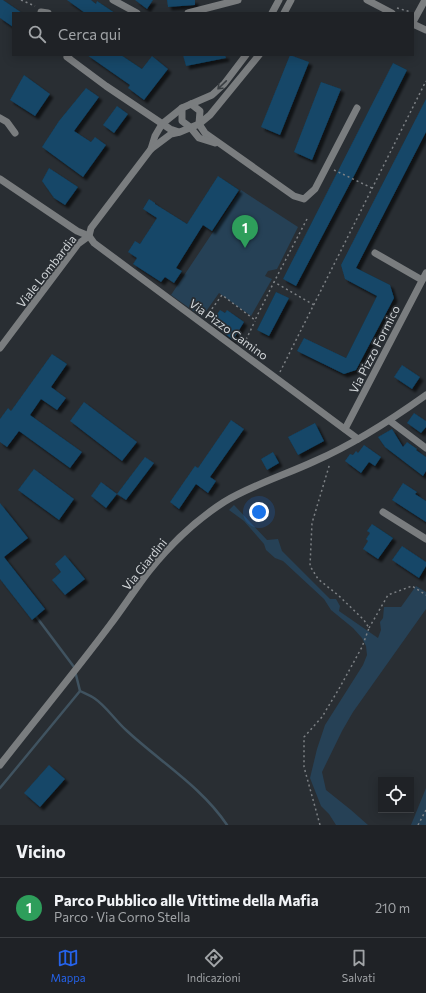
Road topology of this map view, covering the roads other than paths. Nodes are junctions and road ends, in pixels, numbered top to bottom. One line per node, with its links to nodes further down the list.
1 (113, 0): 7 (street)
2 (238, 0): 9 (street)
3 (279, 0): 10 (street)
4 (291, 0): 11 (street)
5 (367, 0): 12 (street)
6 (425, 0): 13 (street)
7 (123, 2): 8 (street)
8 (136, 12)
9 (192, 12)
10 (273, 12)
11 (285, 12)
12 (390, 12)
13 (414, 21)
14 (414, 24): 15 (street)
15 (426, 30)
16 (68, 56): 23 (street)
17 (245, 56): 19 (street, Viale Lombardia, one-way to 19)
18 (258, 56): 24 (street, Viale Lombardia)
19 (191, 104): 20 (street, Viale Lombardia); 24 (street)
20 (182, 108): 23 (street, Viale Lombardia); 25 (street)
21 (357, 108): 28 (street)
22 (0, 118): 27 (street)
23 (162, 124): 26 (street); 29 (street, Viale Lombardia)
24 (199, 124): 25 (street, Viale Lombardia); 28 (street)
25 (190, 127): 26 (street, Viale Lombardia); 28 (street)
26 (180, 132): 29 (street, Viale Lombardia)
27 (15, 133)
28 (222, 146)
29 (151, 149): 31 (street, Viale Lombardia)
30 (0, 179): 31 (street, Via Pizzo Camino)
31 (89, 236): 34 (street, Viale Lombardia); 37 (street, Via Pizzo Camino)
32 (375, 253): 33 (street, Via Pizzo Formico)
33 (424, 276): 37 (street, Via Pizzo Formico)
34 (0, 348)
35 (426, 395): 36 (street, Via Giardini)
36 (390, 421): 38 (street, Via Giardini); 39 (street)
37 (345, 429): 38 (street, Via Pizzo Camino)
38 (358, 439): 42 (street, Via Giardini)
39 (426, 448)
40 (383, 512): 41 (street)
41 (426, 540)
42 (0, 766)

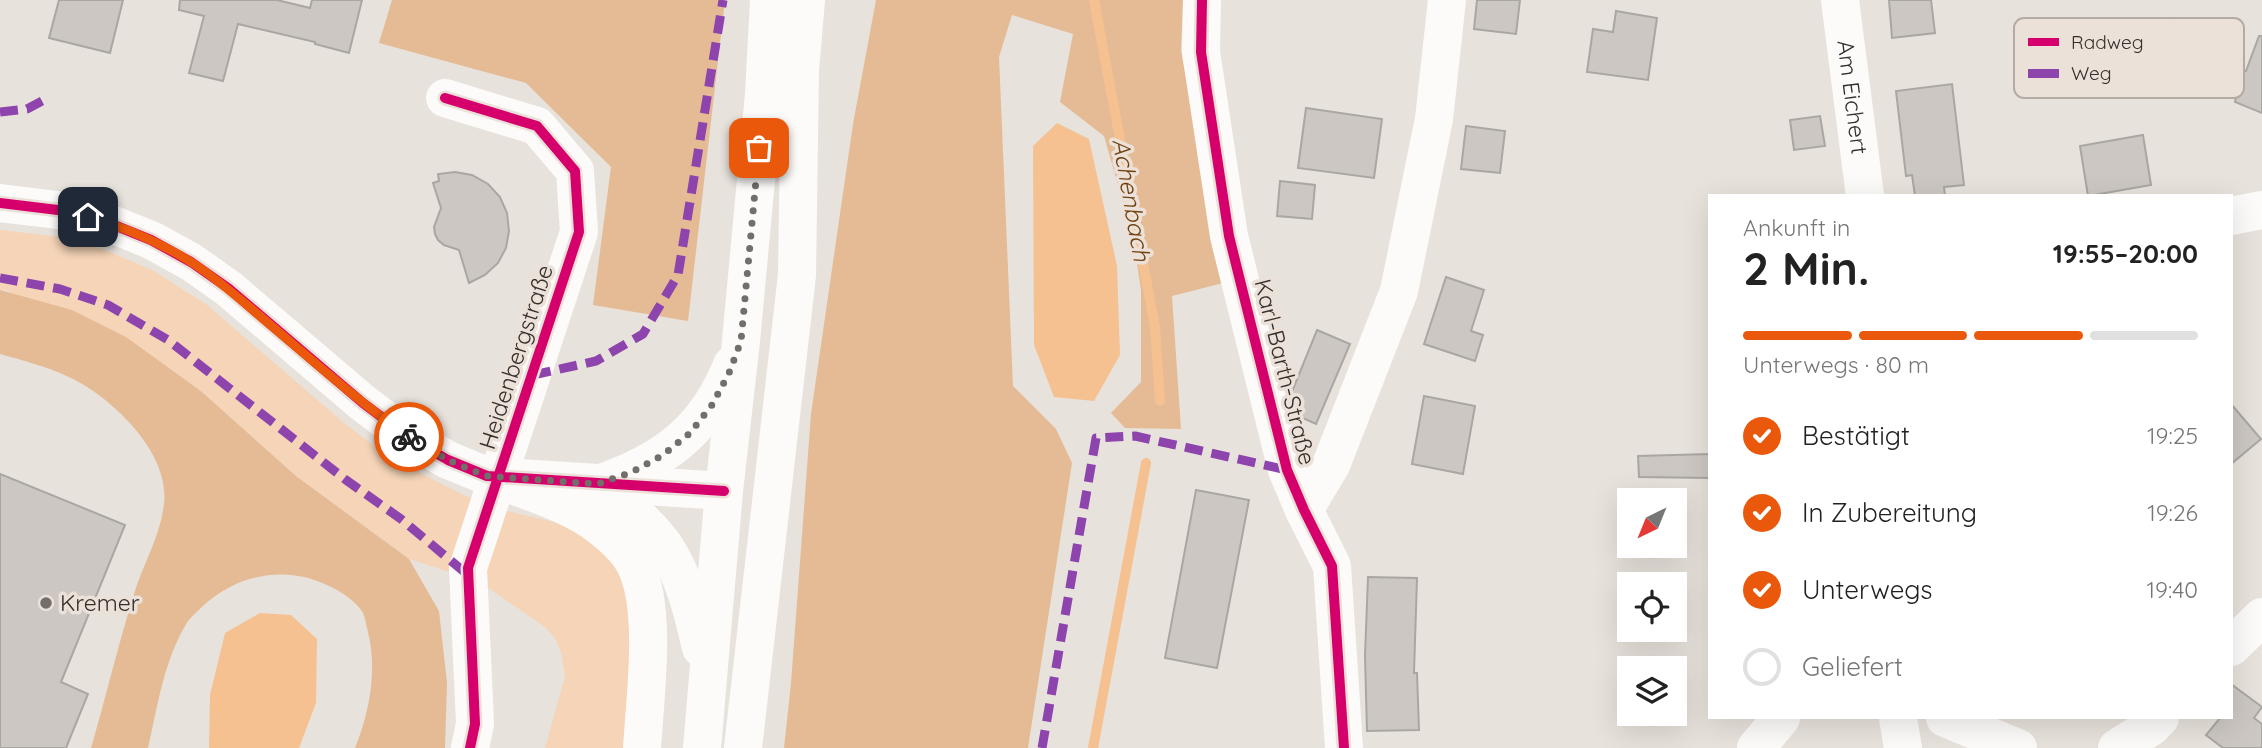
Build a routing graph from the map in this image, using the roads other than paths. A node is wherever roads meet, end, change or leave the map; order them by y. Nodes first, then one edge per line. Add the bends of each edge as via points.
1 (769, 0) edge
2 (806, 0) edge
3 (1202, 0) edge
4 (1447, 0) edge
5 (1840, 0) edge
6 (445, 98) dead end
7 (1865, 194) edge
8 (0, 203) edge
9 (2262, 210) edge
10 (2233, 216) edge
11 (741, 341) junction
12 (486, 476) junction
13 (598, 484) junction
14 (724, 491) junction
15 (772, 494) junction
16 (1304, 510) junction
17 (2262, 617) edge
18 (2233, 645) edge
19 (708, 672) junction
20 (1780, 719) edge
21 (1898, 719) edge
22 (1947, 719) edge
23 (2159, 719) edge
24 (470, 748) edge
25 (642, 748) edge
26 (702, 748) edge
27 (743, 748) edge
28 (1344, 748) edge
29 (1756, 748) edge
30 (1903, 748) edge
31 (2018, 748) edge
32 (2117, 748) edge

1 - 11 street
2 - 15 street via 800,71 797,275
3 - 16 street, Karl-Barth-Straße via 1201,52 1229,236 1287,470
4 - 16 street, Karl-Barth-Straße via 1434,120 1399,291 1331,465
5 - 7 street, Am Eichert
6 - 24 street, Heidenbergstraße via 537,127 575,171 579,232 468,568 475,724
8 - 12 street via 66,211 152,240 228,288 408,437
9 - 10 street
11 - 13 street via 712,405 690,433 663,455
11 - 14 street
12 - 13 street
12 - 25 street via 589,519 615,538 635,565 646,597
13 - 14 street
13 - 19 street via 665,546 680,575
14 - 15 street
14 - 19 street
15 - 27 street
16 - 28 street, Karl-Barth-Straße via 1332,566
17 - 18 street
19 - 26 street
20 - 29 street
21 - 30 street
22 - 31 street
23 - 32 street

********************

• [Exercise goal]: The answer is the whole listing above, written out verbatim, without its pictures.

• [Your solution]:
Road topology of this map view, covering the roads other than paths. Nodes are junctions and road ends, in pixels, numbered top to bottom. One line per node, with its links to nodes further down the list.
1 (113, 0): 7 (street)
2 (238, 0): 9 (street)
3 (279, 0): 10 (street)
4 (291, 0): 11 (street)
5 (367, 0): 12 (street)
6 (425, 0): 13 (street)
7 (123, 2): 8 (street)
8 (136, 12)
9 (192, 12)
10 (273, 12)
11 (285, 12)
12 (390, 12)
13 (414, 21)
14 (414, 24): 15 (street)
15 (426, 30)
16 (68, 56): 23 (street)
17 (245, 56): 19 (street, Viale Lombardia, one-way to 19)
18 (258, 56): 24 (street, Viale Lombardia)
19 (191, 104): 20 (street, Viale Lombardia); 24 (street)
20 (182, 108): 23 (street, Viale Lombardia); 25 (street)
21 (357, 108): 28 (street)
22 (0, 118): 27 (street)
23 (162, 124): 26 (street); 29 (street, Viale Lombardia)
24 (199, 124): 25 (street, Viale Lombardia); 28 (street)
25 (190, 127): 26 (street, Viale Lombardia); 28 (street)
26 (180, 132): 29 (street, Viale Lombardia)
27 (15, 133)
28 (222, 146)
29 (151, 149): 31 (street, Viale Lombardia)
30 (0, 179): 31 (street, Via Pizzo Camino)
31 (89, 236): 34 (street, Viale Lombardia); 37 (street, Via Pizzo Camino)
32 (375, 253): 33 (street, Via Pizzo Formico)
33 (424, 276): 37 (street, Via Pizzo Formico)
34 (0, 348)
35 (426, 395): 36 (street, Via Giardini)
36 (390, 421): 38 (street, Via Giardini); 39 (street)
37 (345, 429): 38 (street, Via Pizzo Camino)
38 (358, 439): 42 (street, Via Giardini)
39 (426, 448)
40 (383, 512): 41 (street)
41 (426, 540)
42 (0, 766)

Build a routing graph from the map in this image, using the roads other than paths. A node is wherever roads meet, end, change or leave the map; order them by y. Nodes first, then one edge per line. Add the bends of each edge as via points.
1 (769, 0) edge
2 (806, 0) edge
3 (1202, 0) edge
4 (1447, 0) edge
5 (1840, 0) edge
6 (445, 98) dead end
7 (1865, 194) edge
8 (0, 203) edge
9 (2262, 210) edge
10 (2233, 216) edge
11 (741, 341) junction
12 (486, 476) junction
13 (598, 484) junction
14 (724, 491) junction
15 (772, 494) junction
16 (1304, 510) junction
17 (2262, 617) edge
18 (2233, 645) edge
19 (708, 672) junction
20 (1780, 719) edge
21 (1898, 719) edge
22 (1947, 719) edge
23 (2159, 719) edge
24 (470, 748) edge
25 (642, 748) edge
26 (702, 748) edge
27 (743, 748) edge
28 (1344, 748) edge
29 (1756, 748) edge
30 (1903, 748) edge
31 (2018, 748) edge
32 (2117, 748) edge

1 - 11 street
2 - 15 street via 800,71 797,275
3 - 16 street, Karl-Barth-Straße via 1201,52 1229,236 1287,470
4 - 16 street, Karl-Barth-Straße via 1434,120 1399,291 1331,465
5 - 7 street, Am Eichert
6 - 24 street, Heidenbergstraße via 537,127 575,171 579,232 468,568 475,724
8 - 12 street via 66,211 152,240 228,288 408,437
9 - 10 street
11 - 13 street via 712,405 690,433 663,455
11 - 14 street
12 - 13 street
12 - 25 street via 589,519 615,538 635,565 646,597
13 - 14 street
13 - 19 street via 665,546 680,575
14 - 15 street
14 - 19 street
15 - 27 street
16 - 28 street, Karl-Barth-Straße via 1332,566
17 - 18 street
19 - 26 street
20 - 29 street
21 - 30 street
22 - 31 street
23 - 32 street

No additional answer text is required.